06. NACHWORT: Der Autor reflektiert seine Erkenntnisse und betont die Relevanz der innerbetrieblichen Strukturen für die berufliche Praxis.
Schlüsselwörter
Ablauforganisation, Aufbauorganisation, Arbeitsanalyse, Arbeitssynthese, Betrieb, Arbeitsstätte, Organisationstheorie, Prozessoptimierung, Durchlaufzeiten, Informationsfluss, Arbeitsgestaltung, Betriebsklima, Arbeitswissenschaft, Arbeitselemente, I.u.K.-Technik.
Häufig gestellte Fragen
Worum geht es in dieser Arbeit grundsätzlich?
Die Arbeit befasst sich mit den Grundlagen der betrieblichen Organisation, wobei ein besonderer Schwerpunkt auf der Ablauforganisation und deren Abgrenzung zur Aufbauorganisation liegt.
Welches sind die zentralen Themenfelder?
Die zentralen Themen sind die historische Einordnung der Begriffe, die Definition von Aufbau- und Ablauforganisation, die Methoden der Arbeitssynthese und die Ziele einer rationellen Prozessgestaltung.
Was ist das primäre Ziel der Arbeit?
Das Ziel ist die Vermittlung eines fundierten Überblicks über die Ablauforganisation als Mittel zur Steigerung der betrieblichen Effizienz und zur Verbesserung des Betriebsklimas.
Welche wissenschaftliche Methode wird verwendet?
Die Arbeit stützt sich auf eine Literaturanalyse und den Vergleich verschiedener organisationswissenschaftlicher Definitionen, ergänzt durch eine grafische Veranschaulichung der Zusammenhänge.
Was wird im Hauptteil behandelt?
Der Hauptteil behandelt detailliert die Gestaltungselemente der Ablauforganisation, die Methoden zur Analyse und Synthese von Arbeitsprozessen sowie konkrete Zielsetzungen wie Terminsicherung und Qualitätssicherung.
Welche Schlüsselwörter charakterisieren die Arbeit?
Zu den wichtigsten Begriffen zählen Ablauforganisation, Arbeitsanalyse, Aufbauorganisation, Prozessoptimierung und betriebliche Schnittstellen.
Welche Rolle spielt die I.u.K.-Technik für die Ablauforganisation?
Die moderne Technik ermöglicht neue Formen der räumlichen Dezentralisation, zeitlichen Asynchronisation und personellen Arbeitsintegration, die den Gestaltungsspielraum der Ablauforganisation massiv erweitern.
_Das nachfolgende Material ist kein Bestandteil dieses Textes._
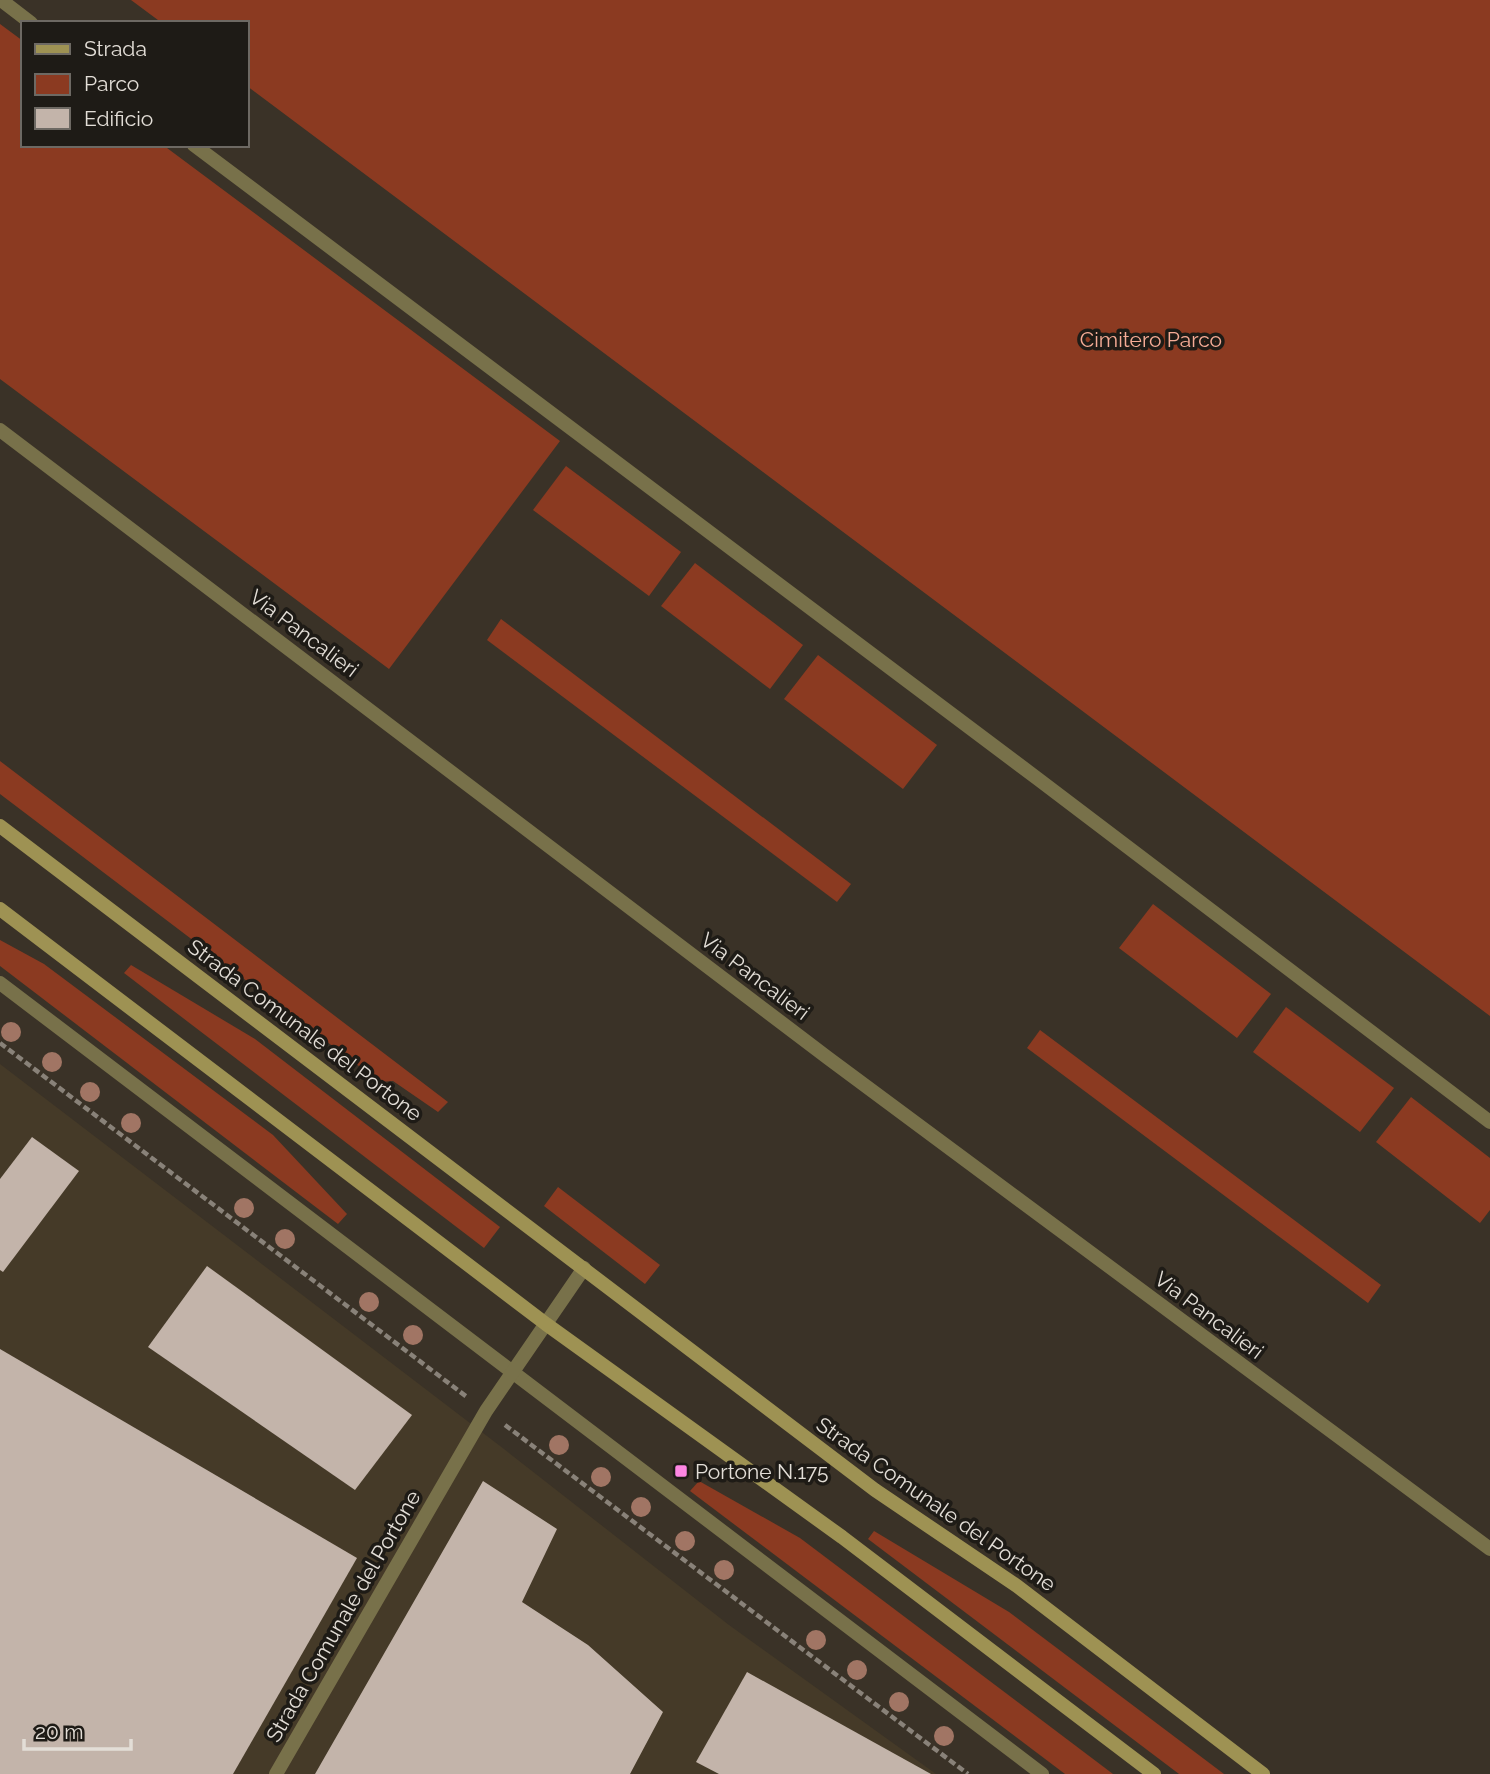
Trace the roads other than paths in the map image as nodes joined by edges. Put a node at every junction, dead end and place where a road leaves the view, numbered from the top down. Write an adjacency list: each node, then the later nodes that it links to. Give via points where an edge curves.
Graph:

Was unterscheidet die temporare Synthese von anderen Methoden?
Die temporare Synthese konzentriert sich speziell auf die zeitliche Abstimmung von Arbeitsgängen und die Minimierung von Durchlaufzeiten sowie organisatorischen Lagern.
Warum ist die Unterscheidung zwischen Aufbau- und Ablauforganisation wichtig?
Während die Aufbauorganisation die statische Struktur und Hierarchie festlegt, ermöglicht die Ablauforganisation die dynamische Optimierung der eigentlichen Geschäftsprozesse.
Welchen Bezug stellt der Autor zur Lehrtätigkeit her?
Der Autor betont, dass die Kenntnis über diese innerbetrieblichen Strukturen für zukünftige Arbeitslehre-Lehrer essenziell ist, da ihre Schüler diese Arbeitswelten in ihrer beruflichen Zukunft direkt erleben werden.